Altri mover apparentemente non collegabili:

– tensioni geopolitiche in Asia;

– tensioni interne al partito Repubblicano di Trump.

Osservando durante il corso dell’anno il generale indebolimento del dollaro nei confronti non solo dell’euro, ma di tutte le principali valute, si osserva la trendline ribassista del dollaro che prevale su ogni notizia in grado di influenzare questi cambi, quindi si tratta di un fenomeno strutturale e non occasionale.

In particolare, in occasione dei momenti di tensione come quello del missile nordcoreano, l’effetto solito dei mercati è quello di fuggire dagli asset rischiosi come le azioni (evento che si è verificato) e rifugiarsi in asset sicuri come oro, yen, bund tedeschi e dollaro. Di questi 4 asset sicuri elencati si sono verificati solo i primi tre, per il quarto, ovvero il dollaro, questo fenomeno non si è verificato, con conseguenze a cascata su altri asset influenzati (e.g. petrolio e materie prime). Perchè?

Non è facile rispondere, ma uno dei principali motivi è l’economia USA e le sue prospettive. Di conseguenza i primi indagati sono:

– le disattese promesse di Trump;

– la fiducia sulla reale tenuta dell’economia USA;

– la difficile gestione dei rapporti con Cina e Russia da parte degli USA che vedono la loro leadership in discussione.

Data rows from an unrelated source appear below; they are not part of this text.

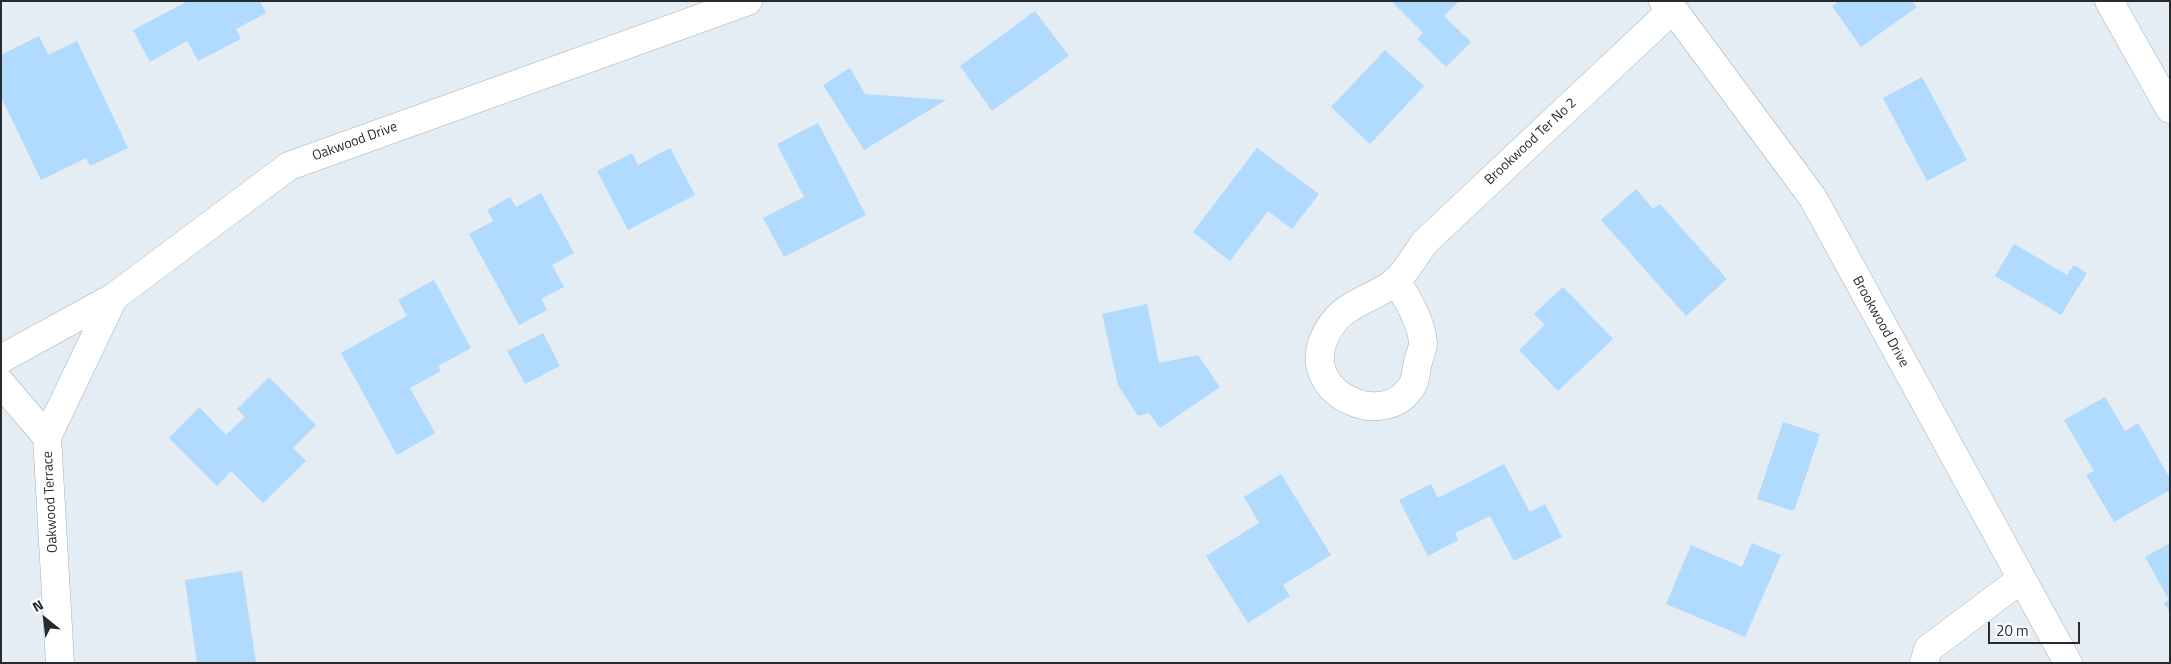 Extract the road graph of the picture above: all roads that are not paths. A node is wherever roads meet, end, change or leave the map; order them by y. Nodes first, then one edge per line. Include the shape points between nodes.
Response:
1 (748, 1) edge
2 (2109, 1) edge
3 (1668, 5) edge
4 (2170, 109) edge
5 (1396, 281) junction
6 (114, 297) junction
7 (1, 359) edge
8 (1, 383) edge
9 (48, 437) junction
10 (2020, 580) junction
11 (60, 663) edge
12 (1924, 663) edge
13 (2068, 663) edge

1 - 6 street, Oakwood Drive via 289,166
2 - 4 street
3 - 5 street, Brookwood Ter No 2 via 1425,242
3 - 10 street, Brookwood Drive via 1813,198
5 - 5 street, Brookwood Ter No 2 via 1349,306 1323,339 1319,357 1324,377 1334,390 1365,407 1388,404 1404,394 1413,384 1423,344 1407,296
6 - 7 street, Oakwood Drive
6 - 9 street, Oakwood Terrace
8 - 9 street
9 - 11 street, Oakwood Terrace
10 - 12 street via 1928,649
10 - 13 street, Brookwood Drive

Nel momento in cui si concretizzassero allineamenti totali tra queste due superpotenze asiatiche unitamente alle armi nordcoreane (difese a spada tratta da Cina e Russia in sede ONU, uniche ad avere forti rapporti commerciali, indice di un possibile accordo Cina, Russia, Nord-Corea), potrebbero sovvertire l’ordine economico mondiale;

– la perdita di credibilità della FED.

Pertanto, è difficile in questo momento accusare Draghi, anzi, la sua politica monetaria mai come in questo momento consente alle imprese europee di non vedersi ulteriormente svalutare i loro export a causa di un cambio sfavorevole.
Attenzione però! Le cause su elencate, se si concretizzassero (evento estremo la cui probabilità al momento è bassa, oggi il PIL USA è andato al 3% rasserenando i mercati, con il cambio che ha visto rafforzarsi il dollaro), sarebbero il preludio di una nuova recessione, la cui portata potrebbe essere paragonabile a quella iniziata nel 2007. L’aggravante sarebbero le armi a disposizione delle Banche Centrali di tutto il mondo sono state quasi tutte impiegate, il debito mondiale pubblico e privato è salito su livelli stellari e quindi un simile scenario richiederebbe ulteriori armi non convenzionali per essere neutralizzato.